La realidad es la que es y está ahí. Desde asesinatos y mutilaciones, secuestros y violencia sexual hasta ofensivas a centros educativos y sanitarios, pasando por la denegación de la ayuda humanitaria, que muchas veces requieren desesperadamente. En efecto, no es fácil asimilarlo, pero en multitud de ocasiones las criaturas, se ven atrapadas en áreas de conflicto, con una magnitud asombrosa. Indudablemente, la manera más eficaz de proteger a la infancia de las pugnas, pasa por eliminar los factores de este calvario y por incluir una acogida más generosa que extirpe las raíces de esta desolación, se destrone el odio y la sed de venganza, para aplacar la avaricia y eliminar cualquier resentimiento. Es evidente que, la quietud, nace de los pulsos libres de rencor. Pongámonos, pues, en ello. Con razón siempre se ha dicho, eduquemos a los seres en adiestramiento íntegro y no será necesario castigar luego a la ciudadanía. Fuera sometimientos, por tanto, y más amor: Ganaremos latidos, que es lo que es la savia.

También hay que decir no, a la pasividad o a la resignación como espíritu.
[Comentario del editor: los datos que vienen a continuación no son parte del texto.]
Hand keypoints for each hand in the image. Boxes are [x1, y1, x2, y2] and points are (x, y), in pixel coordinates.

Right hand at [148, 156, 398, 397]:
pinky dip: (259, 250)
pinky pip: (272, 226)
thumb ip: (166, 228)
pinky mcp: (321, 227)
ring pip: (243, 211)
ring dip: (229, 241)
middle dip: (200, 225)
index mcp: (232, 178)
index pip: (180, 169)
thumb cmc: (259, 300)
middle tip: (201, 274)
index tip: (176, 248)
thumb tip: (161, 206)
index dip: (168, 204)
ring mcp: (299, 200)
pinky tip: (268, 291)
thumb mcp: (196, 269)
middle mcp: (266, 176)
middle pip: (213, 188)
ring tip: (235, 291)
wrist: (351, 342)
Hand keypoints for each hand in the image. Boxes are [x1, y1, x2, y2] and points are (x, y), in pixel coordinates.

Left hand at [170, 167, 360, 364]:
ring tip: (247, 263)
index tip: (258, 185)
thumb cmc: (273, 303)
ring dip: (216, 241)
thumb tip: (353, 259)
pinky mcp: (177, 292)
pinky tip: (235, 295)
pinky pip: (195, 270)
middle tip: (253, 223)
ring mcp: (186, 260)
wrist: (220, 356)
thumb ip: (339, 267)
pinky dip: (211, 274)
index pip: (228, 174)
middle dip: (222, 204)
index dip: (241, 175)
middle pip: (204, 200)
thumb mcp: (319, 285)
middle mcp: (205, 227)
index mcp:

La paz requiere combatir el desaliento, para infundir aliento principalmente en los más débiles como son los impúberes; supone ganar confianza, vivir unidos, no separados ni distantes, darnos la mano y caminar juntos. Hemos de buscar otro horizonte, trabajemos por ello, hagámoslo sin delegar el cambio. Comprometerse es el mejor impulso, comenzando por activar la tolerancia consigo mismo, además de repudiar las guerras, desarmarse y armarse de paciencia, para conciliar lo que parece irreconciliable. Es verdad, nada se resiste, a poco que lo intentemos. En los tiempos de Jesús, la cruz era un instrumento de dolor y muerte, el más terrible y temible acontecer, pero atravesado por su amor, se convirtió en árbol de vida. Yo, personalmente, me quedo con el corazón de poeta que llevamos consigo; mayormente si conservamos, a pesar de los pesares, los ojos de niño.
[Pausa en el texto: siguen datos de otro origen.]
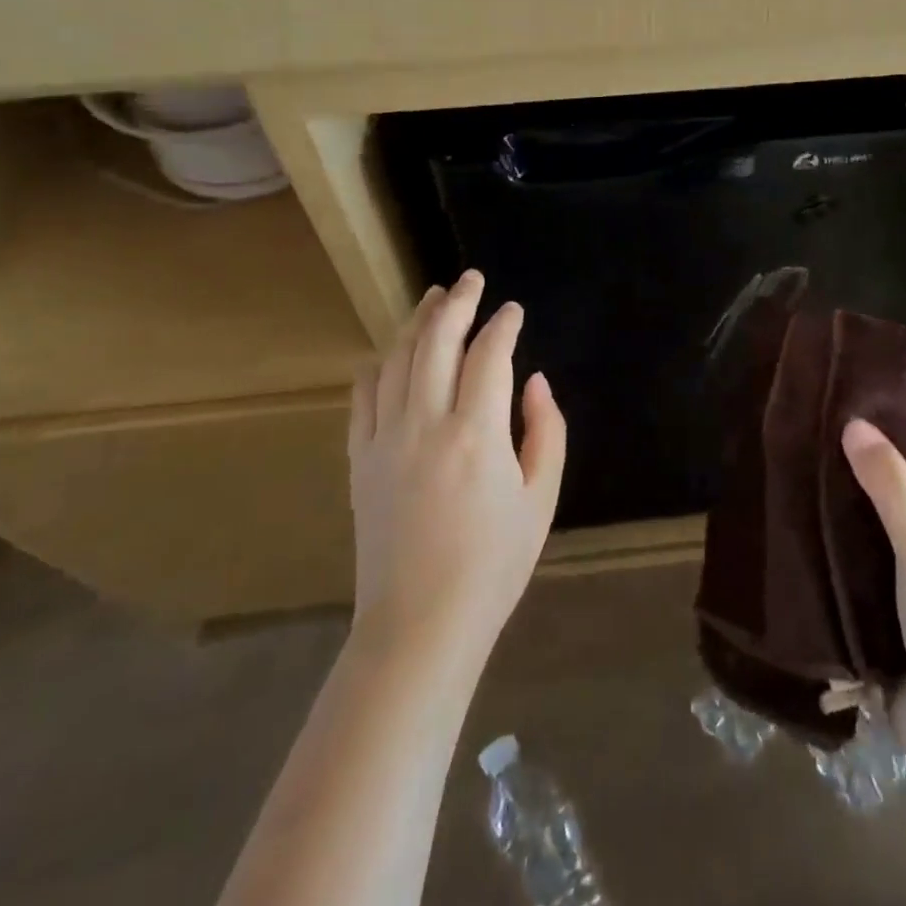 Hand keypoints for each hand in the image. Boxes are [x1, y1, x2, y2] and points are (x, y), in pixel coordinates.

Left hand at [348, 271, 566, 661]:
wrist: (420, 625)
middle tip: (471, 280)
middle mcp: (426, 424)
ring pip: (397, 359)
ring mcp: (385, 439)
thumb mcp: (542, 500)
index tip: (514, 310)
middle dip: (457, 303)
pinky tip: (391, 353)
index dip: (504, 324)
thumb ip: (546, 431)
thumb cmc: (493, 565)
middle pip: (437, 341)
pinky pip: (363, 397)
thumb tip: (535, 382)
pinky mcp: (360, 460)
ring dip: (417, 322)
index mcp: (477, 434)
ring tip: (433, 298)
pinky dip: (378, 366)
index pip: (490, 355)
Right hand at [842, 419, 905, 753]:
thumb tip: (855, 423)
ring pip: (900, 534)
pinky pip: (879, 574)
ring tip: (816, 480)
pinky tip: (815, 539)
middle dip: (890, 468)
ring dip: (866, 512)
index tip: (884, 410)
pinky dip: (854, 555)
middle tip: (837, 441)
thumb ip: (891, 483)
Lo significativo es generar macizos de arboleda, que nos den oxígeno ante el cúmulo de ahogos que nos circundan, lo que contribuirá a forjar un mañana más armónico, abriéndonos a los demás y disfrutando; estando próximos al prójimo, con la libertad. La cercanía tiene una fuente de sensaciones correctoras, que nos reaniman a promover la dignidad, tanto de menores como de mayores. Sin embargo, los conflictos bélicos de los que aún no hemos huido, tienen un impacto devastador, con especial incidencia en la salud mental infantil. Son las personas más vulnerables, las más castigadas, ya sea en objetivo de ataques o en instrumento de guerra; todo un error inhumano, aparte de un horror deshumanizante. Pensemos en el chaval que no ha podido jugar siendo chiquillo, los adultos le hemos usurpado su etapa de anhelos, obviando que en ellos comienza a rehacerse la humanidad, con lo que esto conlleva de placidez.

Si en verdad queremos una sociedad en la que las personas sean más importantes que la mercadería de cosas, en la que los niños sean un bien preciado, debemos hacer un llamamiento global a que las jóvenes generaciones respiren otro aire más saludable, no el huracán corrupto de la enemistad, que es una auténtica locura. Personalmente, me afligen los ríos de sangre inocente y las lágrimas que a diario se derraman, en ámbitos verdaderamente destructivos, en el que los menores se hallan en el punto de mira de las partes en conflicto o en situaciones repugnantes, lo que nos exige tomar conciencia del dolor que sufren, víctimas de abusos físicos, mentales o emocionales. Sea como fuere, nos merecemos otra atmósfera, con un cielo más despejado, después de los tormentos, con la grandeza de la luz tras las tinieblas. No olvidemos que lo que se les de a los angelitos hoy, también los angelitos lo volcarán a la sociedad en un futuro.